**Exercise instructions**. Each line in these records that contains "their" counts once. Give the number only.

**Records provided**.
※

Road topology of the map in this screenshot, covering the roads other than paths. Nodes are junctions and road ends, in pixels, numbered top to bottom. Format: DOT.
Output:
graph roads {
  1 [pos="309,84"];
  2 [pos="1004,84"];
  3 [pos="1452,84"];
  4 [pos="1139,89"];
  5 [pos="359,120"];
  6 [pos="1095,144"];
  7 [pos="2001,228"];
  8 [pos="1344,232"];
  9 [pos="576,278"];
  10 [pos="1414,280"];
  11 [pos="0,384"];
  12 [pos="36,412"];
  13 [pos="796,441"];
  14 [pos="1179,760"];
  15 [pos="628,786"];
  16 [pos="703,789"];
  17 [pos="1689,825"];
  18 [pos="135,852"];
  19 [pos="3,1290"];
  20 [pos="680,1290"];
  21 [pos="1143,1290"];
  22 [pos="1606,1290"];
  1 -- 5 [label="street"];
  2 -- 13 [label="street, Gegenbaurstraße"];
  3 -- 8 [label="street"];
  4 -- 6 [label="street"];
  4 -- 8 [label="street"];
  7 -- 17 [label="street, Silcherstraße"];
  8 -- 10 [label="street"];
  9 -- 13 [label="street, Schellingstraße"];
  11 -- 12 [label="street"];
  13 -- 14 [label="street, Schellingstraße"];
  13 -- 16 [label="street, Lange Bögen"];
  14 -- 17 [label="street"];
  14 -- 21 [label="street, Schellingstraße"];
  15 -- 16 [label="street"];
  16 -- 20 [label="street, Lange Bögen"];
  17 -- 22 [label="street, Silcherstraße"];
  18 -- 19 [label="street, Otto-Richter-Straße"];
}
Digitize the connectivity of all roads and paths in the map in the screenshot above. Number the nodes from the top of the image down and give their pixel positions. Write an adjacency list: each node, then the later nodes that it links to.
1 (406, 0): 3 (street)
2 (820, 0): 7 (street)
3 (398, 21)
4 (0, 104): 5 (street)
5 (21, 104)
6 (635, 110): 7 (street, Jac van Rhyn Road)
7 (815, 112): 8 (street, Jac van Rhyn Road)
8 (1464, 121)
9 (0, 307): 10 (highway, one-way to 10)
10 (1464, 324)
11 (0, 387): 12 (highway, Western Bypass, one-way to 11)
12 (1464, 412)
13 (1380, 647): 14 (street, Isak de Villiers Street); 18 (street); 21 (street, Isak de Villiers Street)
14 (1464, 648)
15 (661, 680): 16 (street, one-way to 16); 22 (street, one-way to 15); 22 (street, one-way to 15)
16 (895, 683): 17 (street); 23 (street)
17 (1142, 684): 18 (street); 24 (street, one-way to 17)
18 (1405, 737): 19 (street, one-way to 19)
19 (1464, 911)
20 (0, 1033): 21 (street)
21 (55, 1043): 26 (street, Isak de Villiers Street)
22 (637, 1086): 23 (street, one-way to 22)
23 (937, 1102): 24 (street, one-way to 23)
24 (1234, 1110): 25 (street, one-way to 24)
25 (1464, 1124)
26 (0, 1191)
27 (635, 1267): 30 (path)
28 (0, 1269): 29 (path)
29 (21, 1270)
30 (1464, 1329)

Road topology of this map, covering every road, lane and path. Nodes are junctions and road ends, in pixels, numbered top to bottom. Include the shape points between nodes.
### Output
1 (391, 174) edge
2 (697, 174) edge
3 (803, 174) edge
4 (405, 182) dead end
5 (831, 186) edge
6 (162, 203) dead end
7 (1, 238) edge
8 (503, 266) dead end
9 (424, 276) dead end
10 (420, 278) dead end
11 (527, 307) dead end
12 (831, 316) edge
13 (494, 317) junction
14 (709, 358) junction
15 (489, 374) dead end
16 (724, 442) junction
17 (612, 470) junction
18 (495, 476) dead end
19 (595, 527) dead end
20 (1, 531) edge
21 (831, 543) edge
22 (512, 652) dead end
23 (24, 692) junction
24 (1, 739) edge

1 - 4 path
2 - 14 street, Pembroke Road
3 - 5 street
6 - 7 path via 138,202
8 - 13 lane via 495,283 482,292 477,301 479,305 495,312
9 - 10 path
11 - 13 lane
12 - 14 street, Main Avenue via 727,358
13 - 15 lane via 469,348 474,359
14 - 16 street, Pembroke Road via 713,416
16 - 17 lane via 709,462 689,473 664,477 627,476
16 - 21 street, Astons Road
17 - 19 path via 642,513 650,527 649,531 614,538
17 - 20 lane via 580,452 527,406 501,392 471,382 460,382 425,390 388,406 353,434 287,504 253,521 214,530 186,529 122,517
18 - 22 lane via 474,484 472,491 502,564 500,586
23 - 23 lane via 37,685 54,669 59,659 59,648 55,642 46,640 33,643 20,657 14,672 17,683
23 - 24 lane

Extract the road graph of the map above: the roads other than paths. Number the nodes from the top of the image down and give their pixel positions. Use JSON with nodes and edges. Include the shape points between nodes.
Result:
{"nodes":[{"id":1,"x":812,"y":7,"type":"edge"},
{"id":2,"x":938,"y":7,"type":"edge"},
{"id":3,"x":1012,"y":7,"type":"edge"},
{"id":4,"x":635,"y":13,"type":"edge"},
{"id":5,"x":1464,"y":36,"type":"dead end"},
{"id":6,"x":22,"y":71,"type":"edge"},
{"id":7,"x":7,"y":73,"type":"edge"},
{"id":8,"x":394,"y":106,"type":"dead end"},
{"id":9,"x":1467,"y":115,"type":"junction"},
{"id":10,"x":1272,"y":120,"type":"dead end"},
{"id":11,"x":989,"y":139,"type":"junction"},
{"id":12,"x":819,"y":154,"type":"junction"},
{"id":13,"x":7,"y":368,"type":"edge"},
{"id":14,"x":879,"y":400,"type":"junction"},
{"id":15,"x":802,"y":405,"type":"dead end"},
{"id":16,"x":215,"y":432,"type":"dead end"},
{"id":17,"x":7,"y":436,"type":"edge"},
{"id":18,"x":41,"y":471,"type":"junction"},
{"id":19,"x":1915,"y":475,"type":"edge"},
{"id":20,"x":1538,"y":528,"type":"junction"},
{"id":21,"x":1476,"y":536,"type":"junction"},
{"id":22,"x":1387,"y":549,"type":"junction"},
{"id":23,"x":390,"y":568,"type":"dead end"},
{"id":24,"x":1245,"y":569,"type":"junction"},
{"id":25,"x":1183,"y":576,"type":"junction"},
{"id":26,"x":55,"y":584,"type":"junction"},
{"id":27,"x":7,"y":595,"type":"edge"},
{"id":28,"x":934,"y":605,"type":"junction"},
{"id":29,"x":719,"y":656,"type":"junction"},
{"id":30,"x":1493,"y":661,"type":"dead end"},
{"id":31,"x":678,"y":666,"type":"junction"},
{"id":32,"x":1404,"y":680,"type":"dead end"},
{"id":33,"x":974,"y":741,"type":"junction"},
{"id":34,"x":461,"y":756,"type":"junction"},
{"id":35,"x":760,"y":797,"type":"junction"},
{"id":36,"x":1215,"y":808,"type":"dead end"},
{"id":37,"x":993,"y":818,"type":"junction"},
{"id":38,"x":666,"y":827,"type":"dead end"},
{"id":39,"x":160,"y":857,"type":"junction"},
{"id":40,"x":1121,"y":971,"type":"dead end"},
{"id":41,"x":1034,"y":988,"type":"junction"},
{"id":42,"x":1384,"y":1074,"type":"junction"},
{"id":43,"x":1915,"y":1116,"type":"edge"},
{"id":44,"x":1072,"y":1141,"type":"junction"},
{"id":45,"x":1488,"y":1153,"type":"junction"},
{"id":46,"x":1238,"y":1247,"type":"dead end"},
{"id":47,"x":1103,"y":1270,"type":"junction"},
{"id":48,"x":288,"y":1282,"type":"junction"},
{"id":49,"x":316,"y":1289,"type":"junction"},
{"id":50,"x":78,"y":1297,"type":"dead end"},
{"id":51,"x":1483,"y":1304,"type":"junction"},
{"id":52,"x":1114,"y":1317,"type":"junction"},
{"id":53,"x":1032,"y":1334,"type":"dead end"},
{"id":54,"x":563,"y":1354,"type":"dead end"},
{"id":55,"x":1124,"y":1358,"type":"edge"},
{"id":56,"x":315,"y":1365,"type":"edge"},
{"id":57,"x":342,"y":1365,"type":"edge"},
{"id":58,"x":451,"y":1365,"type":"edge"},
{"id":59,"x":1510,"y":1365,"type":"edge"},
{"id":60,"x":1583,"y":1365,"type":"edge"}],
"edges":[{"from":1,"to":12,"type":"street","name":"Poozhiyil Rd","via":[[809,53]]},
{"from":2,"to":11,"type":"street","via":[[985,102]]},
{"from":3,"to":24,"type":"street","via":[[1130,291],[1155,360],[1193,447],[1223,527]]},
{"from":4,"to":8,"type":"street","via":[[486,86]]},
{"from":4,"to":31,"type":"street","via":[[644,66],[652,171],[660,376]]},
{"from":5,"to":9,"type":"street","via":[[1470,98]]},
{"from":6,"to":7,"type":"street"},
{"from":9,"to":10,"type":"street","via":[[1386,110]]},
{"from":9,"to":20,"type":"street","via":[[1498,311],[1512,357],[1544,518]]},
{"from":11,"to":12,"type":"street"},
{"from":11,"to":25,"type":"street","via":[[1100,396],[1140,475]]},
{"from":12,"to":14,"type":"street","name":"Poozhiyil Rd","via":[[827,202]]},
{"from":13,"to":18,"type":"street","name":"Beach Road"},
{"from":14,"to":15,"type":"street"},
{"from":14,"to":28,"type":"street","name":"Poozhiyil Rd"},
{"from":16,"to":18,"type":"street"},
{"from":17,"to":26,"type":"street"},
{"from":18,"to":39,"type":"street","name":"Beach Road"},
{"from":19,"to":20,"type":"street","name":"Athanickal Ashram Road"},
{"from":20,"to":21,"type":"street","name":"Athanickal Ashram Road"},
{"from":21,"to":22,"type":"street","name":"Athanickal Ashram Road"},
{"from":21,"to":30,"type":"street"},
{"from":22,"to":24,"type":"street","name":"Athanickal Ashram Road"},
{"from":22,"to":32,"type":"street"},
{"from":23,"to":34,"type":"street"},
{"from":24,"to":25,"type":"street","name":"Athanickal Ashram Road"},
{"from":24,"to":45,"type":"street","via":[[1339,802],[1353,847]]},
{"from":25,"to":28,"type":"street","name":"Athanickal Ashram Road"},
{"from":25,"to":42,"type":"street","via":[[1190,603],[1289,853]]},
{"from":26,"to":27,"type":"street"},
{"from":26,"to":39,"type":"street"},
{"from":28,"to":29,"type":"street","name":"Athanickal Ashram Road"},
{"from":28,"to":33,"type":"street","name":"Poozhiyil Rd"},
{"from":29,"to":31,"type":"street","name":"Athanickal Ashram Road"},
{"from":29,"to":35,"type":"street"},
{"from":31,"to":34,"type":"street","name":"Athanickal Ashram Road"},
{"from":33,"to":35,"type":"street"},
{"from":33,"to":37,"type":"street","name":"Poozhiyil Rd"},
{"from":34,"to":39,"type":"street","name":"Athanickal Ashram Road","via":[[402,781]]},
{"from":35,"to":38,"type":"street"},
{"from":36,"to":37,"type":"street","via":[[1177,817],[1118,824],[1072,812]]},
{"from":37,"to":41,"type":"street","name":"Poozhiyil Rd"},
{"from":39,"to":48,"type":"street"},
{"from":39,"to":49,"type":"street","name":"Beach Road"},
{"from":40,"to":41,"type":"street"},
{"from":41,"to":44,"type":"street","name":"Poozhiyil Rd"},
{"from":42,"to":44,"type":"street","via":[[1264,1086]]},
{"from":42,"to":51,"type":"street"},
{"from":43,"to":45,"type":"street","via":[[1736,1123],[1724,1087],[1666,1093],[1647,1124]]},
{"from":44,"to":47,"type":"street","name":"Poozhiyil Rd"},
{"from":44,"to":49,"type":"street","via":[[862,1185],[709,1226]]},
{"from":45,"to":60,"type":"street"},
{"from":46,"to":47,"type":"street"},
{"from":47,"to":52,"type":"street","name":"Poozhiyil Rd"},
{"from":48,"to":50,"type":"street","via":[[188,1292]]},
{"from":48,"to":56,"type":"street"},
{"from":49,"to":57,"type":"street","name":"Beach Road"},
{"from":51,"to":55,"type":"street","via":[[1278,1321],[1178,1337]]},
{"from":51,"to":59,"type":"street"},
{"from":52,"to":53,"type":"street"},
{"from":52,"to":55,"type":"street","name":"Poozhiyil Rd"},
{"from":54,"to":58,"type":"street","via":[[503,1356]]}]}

※

**Output for this task**. 2